In Williams, decided by the Commonwealth Court, the Court of Common Pleas of Philadelphia County conducted an ex-parte trial and found the District liable for injuries sustained by Williams. Williams, a minor, was riding in a school bus when it began to rain. The bus driver told the student-passengers to close the windows. She knelt on the seat to close a window and her knee went into the seat, causing a cut. When she saw blood, she hopped to the front of the bus to tell the driver, who pulled over and called an ambulance.
During discovery, the School District had obtained two orders precluding the admission of certain medical evidence at trial. The attorney for Williams stated that the plaintiff would not appear at the arbitration, but would appeal to the common pleas court for a trial de novo. Williams did not appear, but her counsel did. On appeal, the judge entered sanctions against Williams for not appearing at arbitration and a new arbitration case was scheduled. A notice of the new date never reached counsel for the School District, who happened to be pregnant with triplets at the time when the case was to be heard. The School District also never received the “20 day packet” of evidence Williams intended to introduce. Counsel for the School District returned from her absence on the day of trial, but attended another matter, being unaware of the scheduled hearing.
An ex-parte hearing was conducted before a judge under Philadelphia Local Rule 1303, the equivalent of the Allegheny County local Rule. The Court entered a verdict for the Plaintiff.
After post trial motions were dismissed, the School District appealed.
Citing and quoting Shin, the Commonwealth Court stated:
“While Shin involved a failure to appear at a settlement conference, the Superior Court extended that holding to failure to appeal for an arbitration hearing. Thompson v. Houston, 839 A.2d 389 (Pa.Super.2003); Faison v. Turner, 858 A.2d 1244 (Pa.Super.2004). While those cases are not binding on this Court, they cogently set forth the factors that a trial court should use to dismiss an action for failure to appear, and we adopt them as our own.”
Out of this line of cases has emerged the following five pronged test, as set forth in the Faison case and quoted in the most recent case, Banks v. Cooper, in 2017:
“When evaluating the explanation or excuse proffered by a party who failed to appear for trial and is seeking to open a judgment of non pros, the court should consider:
1) whether the failure to appear was inadvertent; 2) whether counsel’s failure to appear was part of a pattern of improper behavior, misconduct or abuse; 3) whether the court attempted to contact counsel prior to dismissing the [case]; 4) whether the opposing party would be prejudiced by the delay; and 5) whether the court gave any consideration to lesser sanctions.”

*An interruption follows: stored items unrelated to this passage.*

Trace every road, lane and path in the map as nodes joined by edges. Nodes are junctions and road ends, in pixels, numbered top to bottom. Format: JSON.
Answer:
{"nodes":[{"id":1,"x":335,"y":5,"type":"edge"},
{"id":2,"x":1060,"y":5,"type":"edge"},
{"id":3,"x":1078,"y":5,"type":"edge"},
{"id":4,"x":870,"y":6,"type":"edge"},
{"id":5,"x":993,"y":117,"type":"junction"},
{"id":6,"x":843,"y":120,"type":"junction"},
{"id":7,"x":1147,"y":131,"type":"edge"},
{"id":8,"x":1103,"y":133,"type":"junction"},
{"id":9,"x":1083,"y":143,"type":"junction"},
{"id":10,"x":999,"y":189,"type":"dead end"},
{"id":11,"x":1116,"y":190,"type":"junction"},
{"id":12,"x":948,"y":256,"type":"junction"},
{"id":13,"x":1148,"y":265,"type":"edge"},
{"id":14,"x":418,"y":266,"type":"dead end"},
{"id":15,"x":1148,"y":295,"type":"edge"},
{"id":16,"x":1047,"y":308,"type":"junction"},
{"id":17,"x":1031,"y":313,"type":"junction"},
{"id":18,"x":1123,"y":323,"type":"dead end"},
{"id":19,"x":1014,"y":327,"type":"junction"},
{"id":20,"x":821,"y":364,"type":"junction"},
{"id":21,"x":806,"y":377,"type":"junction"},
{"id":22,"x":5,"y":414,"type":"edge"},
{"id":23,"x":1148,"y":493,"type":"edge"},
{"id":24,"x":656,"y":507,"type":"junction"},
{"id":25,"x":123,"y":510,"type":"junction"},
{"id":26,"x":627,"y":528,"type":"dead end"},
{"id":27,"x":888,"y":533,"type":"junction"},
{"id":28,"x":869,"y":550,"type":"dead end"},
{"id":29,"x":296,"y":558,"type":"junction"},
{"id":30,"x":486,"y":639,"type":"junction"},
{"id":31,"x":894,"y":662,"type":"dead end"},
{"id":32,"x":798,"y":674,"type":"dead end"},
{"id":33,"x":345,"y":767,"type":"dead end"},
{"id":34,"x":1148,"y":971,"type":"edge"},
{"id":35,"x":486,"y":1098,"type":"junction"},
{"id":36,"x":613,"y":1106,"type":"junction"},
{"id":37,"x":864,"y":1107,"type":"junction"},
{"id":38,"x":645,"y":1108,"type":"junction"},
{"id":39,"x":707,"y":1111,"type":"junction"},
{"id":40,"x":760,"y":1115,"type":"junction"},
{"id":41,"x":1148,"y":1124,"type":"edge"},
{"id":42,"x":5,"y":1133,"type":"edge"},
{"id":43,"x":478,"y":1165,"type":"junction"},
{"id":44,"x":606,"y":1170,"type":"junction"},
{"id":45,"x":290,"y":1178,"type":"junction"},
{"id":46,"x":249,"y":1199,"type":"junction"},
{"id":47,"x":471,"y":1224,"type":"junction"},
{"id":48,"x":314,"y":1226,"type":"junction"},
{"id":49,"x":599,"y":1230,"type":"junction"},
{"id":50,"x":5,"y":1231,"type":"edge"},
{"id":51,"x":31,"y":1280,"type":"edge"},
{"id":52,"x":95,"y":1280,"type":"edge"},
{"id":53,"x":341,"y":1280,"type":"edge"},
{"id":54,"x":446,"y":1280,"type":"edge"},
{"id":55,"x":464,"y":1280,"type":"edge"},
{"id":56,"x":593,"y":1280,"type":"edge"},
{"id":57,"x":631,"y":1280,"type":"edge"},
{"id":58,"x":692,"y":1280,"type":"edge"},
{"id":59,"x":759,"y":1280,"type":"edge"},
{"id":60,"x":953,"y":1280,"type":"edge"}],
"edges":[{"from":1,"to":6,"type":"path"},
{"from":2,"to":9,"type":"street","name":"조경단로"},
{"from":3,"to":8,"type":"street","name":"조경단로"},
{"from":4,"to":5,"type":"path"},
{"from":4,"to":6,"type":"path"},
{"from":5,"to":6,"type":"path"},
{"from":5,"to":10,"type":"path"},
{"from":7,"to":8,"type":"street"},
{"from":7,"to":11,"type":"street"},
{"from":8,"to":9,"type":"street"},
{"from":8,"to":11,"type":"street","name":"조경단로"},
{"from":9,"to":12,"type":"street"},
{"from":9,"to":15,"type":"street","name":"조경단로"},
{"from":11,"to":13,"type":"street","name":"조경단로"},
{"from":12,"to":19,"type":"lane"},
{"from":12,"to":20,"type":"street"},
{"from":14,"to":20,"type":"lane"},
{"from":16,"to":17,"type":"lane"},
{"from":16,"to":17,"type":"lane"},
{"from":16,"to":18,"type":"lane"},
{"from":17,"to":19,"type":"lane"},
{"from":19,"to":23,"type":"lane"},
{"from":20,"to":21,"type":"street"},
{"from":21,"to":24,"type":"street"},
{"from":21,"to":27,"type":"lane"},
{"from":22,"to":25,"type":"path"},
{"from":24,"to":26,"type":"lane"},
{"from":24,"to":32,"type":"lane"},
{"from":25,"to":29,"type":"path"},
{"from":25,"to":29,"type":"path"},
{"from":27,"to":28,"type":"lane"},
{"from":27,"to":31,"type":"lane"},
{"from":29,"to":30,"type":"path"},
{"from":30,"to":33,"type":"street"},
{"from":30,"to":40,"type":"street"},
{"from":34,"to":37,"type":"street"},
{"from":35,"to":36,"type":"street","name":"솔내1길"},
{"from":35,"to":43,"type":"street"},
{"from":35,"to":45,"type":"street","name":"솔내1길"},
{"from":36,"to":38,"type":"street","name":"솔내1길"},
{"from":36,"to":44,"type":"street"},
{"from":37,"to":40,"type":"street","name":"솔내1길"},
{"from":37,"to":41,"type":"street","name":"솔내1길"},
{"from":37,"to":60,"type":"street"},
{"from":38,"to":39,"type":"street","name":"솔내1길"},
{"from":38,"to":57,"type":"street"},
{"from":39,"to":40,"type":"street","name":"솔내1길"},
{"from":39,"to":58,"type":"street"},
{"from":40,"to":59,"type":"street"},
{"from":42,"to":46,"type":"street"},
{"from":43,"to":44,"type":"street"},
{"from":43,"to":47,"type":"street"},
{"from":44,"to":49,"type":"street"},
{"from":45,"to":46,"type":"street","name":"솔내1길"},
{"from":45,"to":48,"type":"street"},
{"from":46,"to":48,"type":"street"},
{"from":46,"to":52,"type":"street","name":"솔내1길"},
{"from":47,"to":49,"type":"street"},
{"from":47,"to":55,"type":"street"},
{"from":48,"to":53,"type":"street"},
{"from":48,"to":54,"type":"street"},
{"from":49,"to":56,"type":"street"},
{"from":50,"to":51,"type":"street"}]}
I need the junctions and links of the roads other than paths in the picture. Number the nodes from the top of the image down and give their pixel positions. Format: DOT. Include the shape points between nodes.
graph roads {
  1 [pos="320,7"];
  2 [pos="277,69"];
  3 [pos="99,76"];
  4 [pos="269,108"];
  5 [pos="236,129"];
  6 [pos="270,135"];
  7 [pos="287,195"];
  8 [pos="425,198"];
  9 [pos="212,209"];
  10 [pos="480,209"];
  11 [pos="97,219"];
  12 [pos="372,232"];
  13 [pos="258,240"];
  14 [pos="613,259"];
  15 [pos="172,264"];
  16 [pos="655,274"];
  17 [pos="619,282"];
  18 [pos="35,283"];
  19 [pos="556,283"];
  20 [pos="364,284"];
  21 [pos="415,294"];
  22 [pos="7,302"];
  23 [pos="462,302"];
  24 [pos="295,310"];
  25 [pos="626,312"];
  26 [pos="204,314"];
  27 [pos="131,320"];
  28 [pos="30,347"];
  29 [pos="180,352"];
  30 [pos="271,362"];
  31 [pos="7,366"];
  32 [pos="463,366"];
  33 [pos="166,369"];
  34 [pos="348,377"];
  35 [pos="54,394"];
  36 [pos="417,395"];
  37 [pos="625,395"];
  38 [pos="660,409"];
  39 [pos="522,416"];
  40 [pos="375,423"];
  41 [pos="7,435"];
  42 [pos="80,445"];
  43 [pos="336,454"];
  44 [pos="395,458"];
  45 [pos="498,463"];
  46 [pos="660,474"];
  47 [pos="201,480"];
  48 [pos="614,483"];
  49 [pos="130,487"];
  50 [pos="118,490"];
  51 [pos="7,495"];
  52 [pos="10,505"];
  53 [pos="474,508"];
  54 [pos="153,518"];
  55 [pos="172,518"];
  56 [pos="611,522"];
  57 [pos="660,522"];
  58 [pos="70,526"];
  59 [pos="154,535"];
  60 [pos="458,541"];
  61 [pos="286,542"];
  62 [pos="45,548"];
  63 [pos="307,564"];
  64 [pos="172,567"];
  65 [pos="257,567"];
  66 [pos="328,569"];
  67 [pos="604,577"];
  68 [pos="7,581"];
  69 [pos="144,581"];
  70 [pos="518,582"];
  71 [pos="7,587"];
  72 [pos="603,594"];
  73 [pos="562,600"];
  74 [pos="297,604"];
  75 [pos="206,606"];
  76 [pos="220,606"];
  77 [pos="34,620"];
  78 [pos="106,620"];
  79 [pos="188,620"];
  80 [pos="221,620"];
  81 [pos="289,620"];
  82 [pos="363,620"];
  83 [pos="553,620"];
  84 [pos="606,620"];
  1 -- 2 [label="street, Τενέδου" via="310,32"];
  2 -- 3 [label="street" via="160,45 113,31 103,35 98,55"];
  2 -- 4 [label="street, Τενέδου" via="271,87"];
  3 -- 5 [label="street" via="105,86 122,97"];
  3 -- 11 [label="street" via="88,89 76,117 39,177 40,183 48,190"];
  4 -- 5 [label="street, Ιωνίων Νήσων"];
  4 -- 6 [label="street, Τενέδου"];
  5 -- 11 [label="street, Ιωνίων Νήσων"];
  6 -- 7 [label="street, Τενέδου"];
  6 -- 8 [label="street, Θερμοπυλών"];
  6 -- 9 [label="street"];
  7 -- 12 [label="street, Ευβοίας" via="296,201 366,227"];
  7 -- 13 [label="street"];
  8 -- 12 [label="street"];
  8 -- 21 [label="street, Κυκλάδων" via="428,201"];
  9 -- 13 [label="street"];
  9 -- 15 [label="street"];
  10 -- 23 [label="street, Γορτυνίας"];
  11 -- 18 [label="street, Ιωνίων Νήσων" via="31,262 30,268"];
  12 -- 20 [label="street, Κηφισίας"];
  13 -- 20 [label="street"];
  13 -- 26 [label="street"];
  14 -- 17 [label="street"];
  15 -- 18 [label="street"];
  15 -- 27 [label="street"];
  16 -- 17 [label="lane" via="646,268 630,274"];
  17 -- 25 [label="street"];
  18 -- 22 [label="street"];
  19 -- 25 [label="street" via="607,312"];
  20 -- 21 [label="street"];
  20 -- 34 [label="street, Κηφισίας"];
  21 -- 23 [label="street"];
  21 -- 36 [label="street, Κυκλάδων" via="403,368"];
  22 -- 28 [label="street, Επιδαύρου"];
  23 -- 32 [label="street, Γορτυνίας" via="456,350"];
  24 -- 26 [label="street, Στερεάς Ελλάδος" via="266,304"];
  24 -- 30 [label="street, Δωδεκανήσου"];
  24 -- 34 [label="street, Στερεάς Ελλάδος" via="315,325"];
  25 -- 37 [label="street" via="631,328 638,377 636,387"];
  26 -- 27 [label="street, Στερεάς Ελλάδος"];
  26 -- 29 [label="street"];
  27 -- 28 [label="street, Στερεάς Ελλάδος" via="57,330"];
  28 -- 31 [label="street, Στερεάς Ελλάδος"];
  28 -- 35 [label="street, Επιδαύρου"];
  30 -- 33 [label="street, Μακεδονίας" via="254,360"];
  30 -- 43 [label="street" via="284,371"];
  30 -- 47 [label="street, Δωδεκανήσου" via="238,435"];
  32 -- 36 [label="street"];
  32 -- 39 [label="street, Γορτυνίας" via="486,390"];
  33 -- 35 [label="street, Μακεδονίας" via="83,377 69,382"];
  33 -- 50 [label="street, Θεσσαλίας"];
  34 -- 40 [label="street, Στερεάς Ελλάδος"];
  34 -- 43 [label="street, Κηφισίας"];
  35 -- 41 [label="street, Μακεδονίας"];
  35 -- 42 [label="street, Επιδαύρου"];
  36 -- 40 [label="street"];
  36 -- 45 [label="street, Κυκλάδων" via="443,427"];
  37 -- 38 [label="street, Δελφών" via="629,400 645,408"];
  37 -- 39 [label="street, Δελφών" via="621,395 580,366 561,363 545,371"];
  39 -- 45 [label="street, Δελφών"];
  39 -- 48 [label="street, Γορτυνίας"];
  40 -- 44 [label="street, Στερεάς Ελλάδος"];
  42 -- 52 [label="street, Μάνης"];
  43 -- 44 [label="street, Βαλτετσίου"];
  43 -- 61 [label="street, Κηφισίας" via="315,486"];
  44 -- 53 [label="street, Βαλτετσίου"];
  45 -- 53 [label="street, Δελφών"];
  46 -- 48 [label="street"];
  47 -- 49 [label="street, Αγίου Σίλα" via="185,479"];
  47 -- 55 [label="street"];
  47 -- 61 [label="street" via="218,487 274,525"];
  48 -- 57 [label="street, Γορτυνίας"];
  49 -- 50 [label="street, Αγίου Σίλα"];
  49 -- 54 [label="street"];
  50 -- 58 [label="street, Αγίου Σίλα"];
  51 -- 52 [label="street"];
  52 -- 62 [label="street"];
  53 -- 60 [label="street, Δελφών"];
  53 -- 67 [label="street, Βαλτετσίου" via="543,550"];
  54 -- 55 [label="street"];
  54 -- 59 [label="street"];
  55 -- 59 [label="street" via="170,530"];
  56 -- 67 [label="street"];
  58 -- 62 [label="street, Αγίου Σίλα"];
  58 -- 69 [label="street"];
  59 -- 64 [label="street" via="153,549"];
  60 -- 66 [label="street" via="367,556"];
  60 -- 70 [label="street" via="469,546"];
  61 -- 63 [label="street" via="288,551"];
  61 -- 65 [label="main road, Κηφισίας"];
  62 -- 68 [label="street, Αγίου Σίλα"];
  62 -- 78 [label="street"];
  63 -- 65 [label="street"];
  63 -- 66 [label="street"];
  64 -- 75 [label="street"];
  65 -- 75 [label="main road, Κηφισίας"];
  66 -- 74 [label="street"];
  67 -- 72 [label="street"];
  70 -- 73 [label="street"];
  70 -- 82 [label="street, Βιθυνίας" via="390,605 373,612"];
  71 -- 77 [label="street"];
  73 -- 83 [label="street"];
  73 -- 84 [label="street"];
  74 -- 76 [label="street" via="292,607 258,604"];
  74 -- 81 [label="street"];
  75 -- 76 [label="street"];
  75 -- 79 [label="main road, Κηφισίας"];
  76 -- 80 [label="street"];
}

What practical advice should we take away from these cases? None of these questions can be answered with any degree of certainty without some sort of a hearing. Must a telephone call be made to the missing litigant before trying the case ex-parte or dismissing the action? If no one answers, can the case then be tried ex-parte or dismissed.
When the forgetful or confused pro-se litigant discovers that the case has been ended without his participation, someone tells him or her to file post trial motions. At that point, the judge can apply the five pronged test, as Judge Hertzberg did. If a bus ran over your foot on the way to court, you are covered. However, if your alarm clock didn’t go off, probably not. And if the opponent knew that you thought the hearing was on the wrong day and didn’t disabuse you of the error, hope you were assigned to Judge Hertzberg.